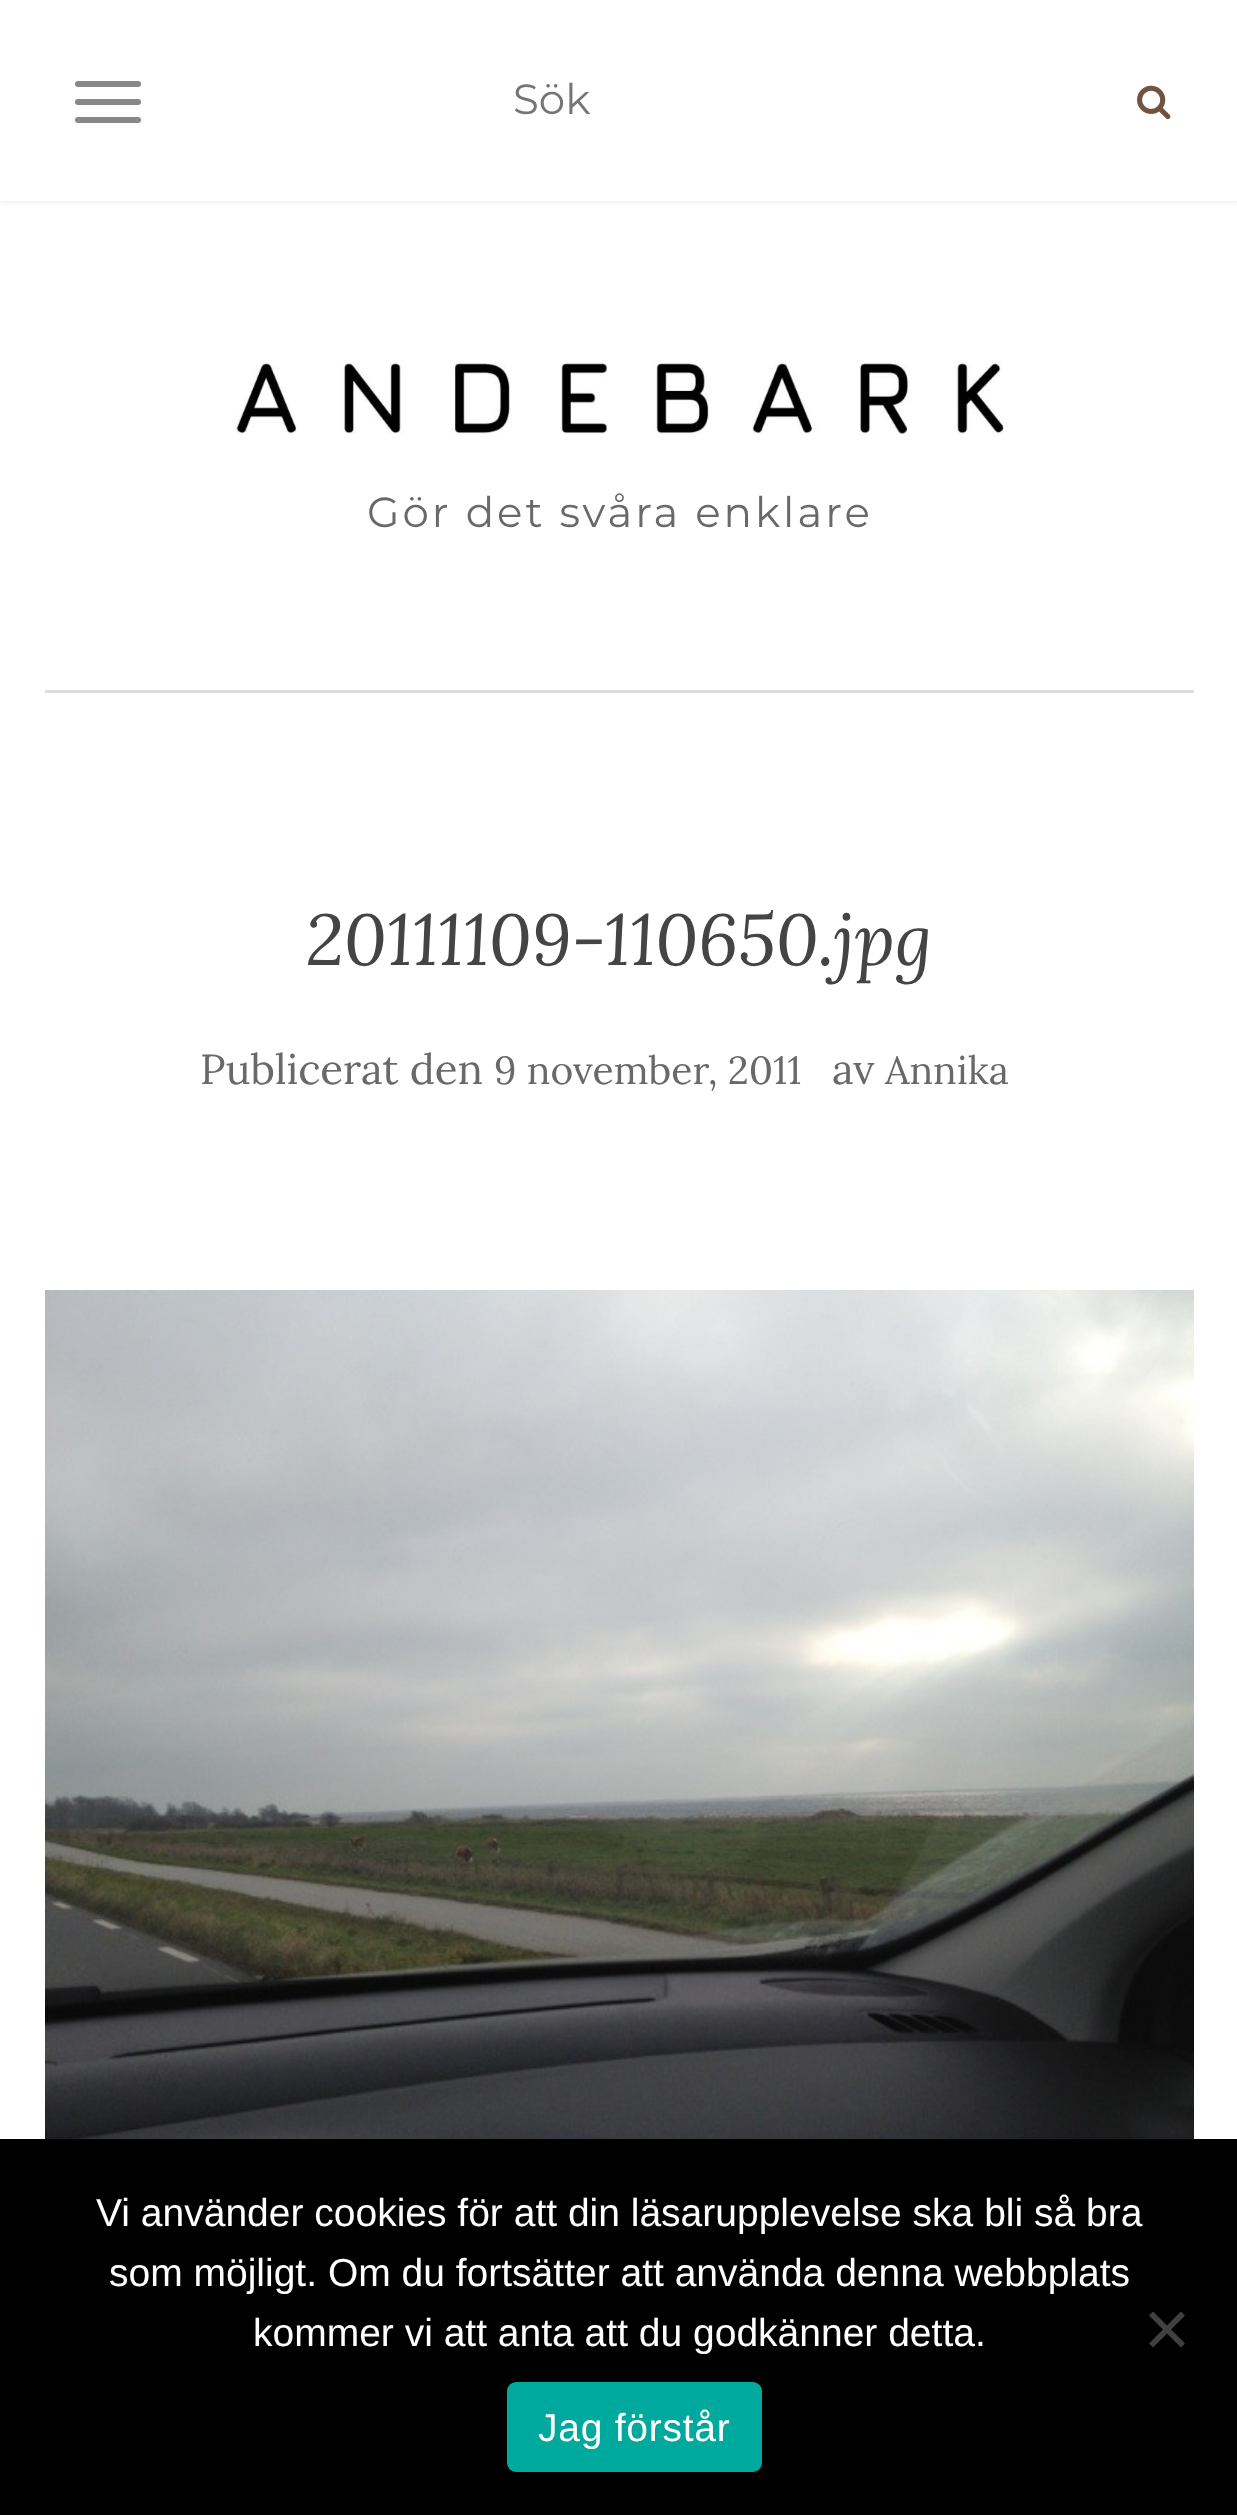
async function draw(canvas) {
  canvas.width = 1237
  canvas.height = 2515
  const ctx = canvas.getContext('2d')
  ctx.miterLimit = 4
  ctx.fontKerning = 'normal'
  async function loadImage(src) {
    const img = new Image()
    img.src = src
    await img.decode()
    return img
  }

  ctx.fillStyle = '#fff'
  ctx.fillRect(0, 0, 1237, 2515)
  ctx.save()
  ctx.beginPath()
  ctx.rect(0, 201, 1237, 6)
  ctx.clip()
  ctx.fillStyle = '#e3e3e3'
  ctx.filter = 'blur(3px)'
  ctx.beginPath()
  ctx.rect(0, 0, 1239, 201)
  ctx.fill()
  ctx.filter = 'none'
  ctx.restore()
  ctx.fillStyle = '#888'
  ctx.beginPath()
  ctx.roundRect(75, 81, 66, 6, 3)
  ctx.fill()
  ctx.beginPath()
  ctx.roundRect(75, 99, 66, 6, 3)
  ctx.fill()
  ctx.beginPath()
  ctx.roundRect(75, 117, 66, 6, 3)
  ctx.fill()
  ctx.font = '42px Montserrat'
  ctx.fillStyle = '#757575'
  ctx.fillText('Sök', 513, 114)
  ctx.drawImage(await loadImage('image0.png'), 1137, 85, 34, 35)
  ctx.drawImage(await loadImage('image1.png'), 236, 360, 772, 75)
  ctx.letterSpacing = '3px'
  ctx.fillStyle = '#696969'
  ctx.fillText('Gör det svåra enklare', 367, 527)
  ctx.fillStyle = '#ddd'
  ctx.fillRect(45, 690, 1149, 3)
  ctx.letterSpacing = '0px'
  ctx.font = 'italic 72px Lora'
  ctx.fillStyle = '#444'
  ctx.fillText('20111109-110650.jpg', 306, 965)
  ctx.font = '42px Lora'
  ctx.fillStyle = '#696969'
  ctx.fillText('Publicerat den', 200, 1084)
  ctx.font = '39px Lora'
  ctx.fillText('9 november, 2011', 494, 1084)
  ctx.font = '42px Lora'
  ctx.fillText('av', 832, 1084)
  ctx.font = '39px Lora'
  ctx.fillText('Annika', 885, 1084)
  ctx.drawImage(await loadImage('image2.png'), 45, 1290, 1149, 849)
  ctx.fillStyle = '#000'
  ctx.fillRect(0, 2139, 1237, 376)
  ctx.font = '39px Liberation Sans'
  ctx.fillStyle = '#fff'
  ctx.fillText('Vi använder cookies för att din läsarupplevelse ska bli så bra', 96, 2226)
  ctx.fillText('som möjligt. Om du fortsätter att använda denna webbplats', 109, 2286)
  ctx.fillText('kommer vi att anta att du godkänner detta.', 253, 2346)
  ctx.fillStyle = '#404040'
  ctx.beginPath()
  ctx.moveTo(1181, 2311.5)
  ctx.lineTo(1185, 2315.5)
  ctx.lineTo(1153, 2347.5)
  ctx.lineTo(1149, 2343.5)
  ctx.closePath()
  ctx.fill()
  ctx.beginPath()
  ctx.moveTo(1149, 2315.5)
  ctx.lineTo(1153, 2311.5)
  ctx.lineTo(1185, 2343.5)
  ctx.lineTo(1181, 2347.5)
  ctx.closePath()
  ctx.fill()
  ctx.fillStyle = '#00a99d'
  ctx.beginPath()
  ctx.roundRect(507, 2382, 255, 90, 9)
  ctx.fill()
  ctx.letterSpacing = '0.75px'
  ctx.fillStyle = '#fff'
  ctx.fillText('Jag förstår', 538, 2441)
}

draw(document.querySelector('canvas'))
───
WHAT NEEDS TO BE DONE =
The expected answer is an exact copy of the lines above, beginning at the line with "ctx.fontKerning = 'normal'" and ending at the line with "ctx.letterSpacing = '3px'", with both ends in.

RESPONSE =
  ctx.fontKerning = 'normal'
  async function loadImage(src) {
    const img = new Image()
    img.src = src
    await img.decode()
    return img
  }

  ctx.fillStyle = '#fff'
  ctx.fillRect(0, 0, 1237, 2515)
  ctx.save()
  ctx.beginPath()
  ctx.rect(0, 201, 1237, 6)
  ctx.clip()
  ctx.fillStyle = '#e3e3e3'
  ctx.filter = 'blur(3px)'
  ctx.beginPath()
  ctx.rect(0, 0, 1239, 201)
  ctx.fill()
  ctx.filter = 'none'
  ctx.restore()
  ctx.fillStyle = '#888'
  ctx.beginPath()
  ctx.roundRect(75, 81, 66, 6, 3)
  ctx.fill()
  ctx.beginPath()
  ctx.roundRect(75, 99, 66, 6, 3)
  ctx.fill()
  ctx.beginPath()
  ctx.roundRect(75, 117, 66, 6, 3)
  ctx.fill()
  ctx.font = '42px Montserrat'
  ctx.fillStyle = '#757575'
  ctx.fillText('Sök', 513, 114)
  ctx.drawImage(await loadImage('image0.png'), 1137, 85, 34, 35)
  ctx.drawImage(await loadImage('image1.png'), 236, 360, 772, 75)
  ctx.letterSpacing = '3px'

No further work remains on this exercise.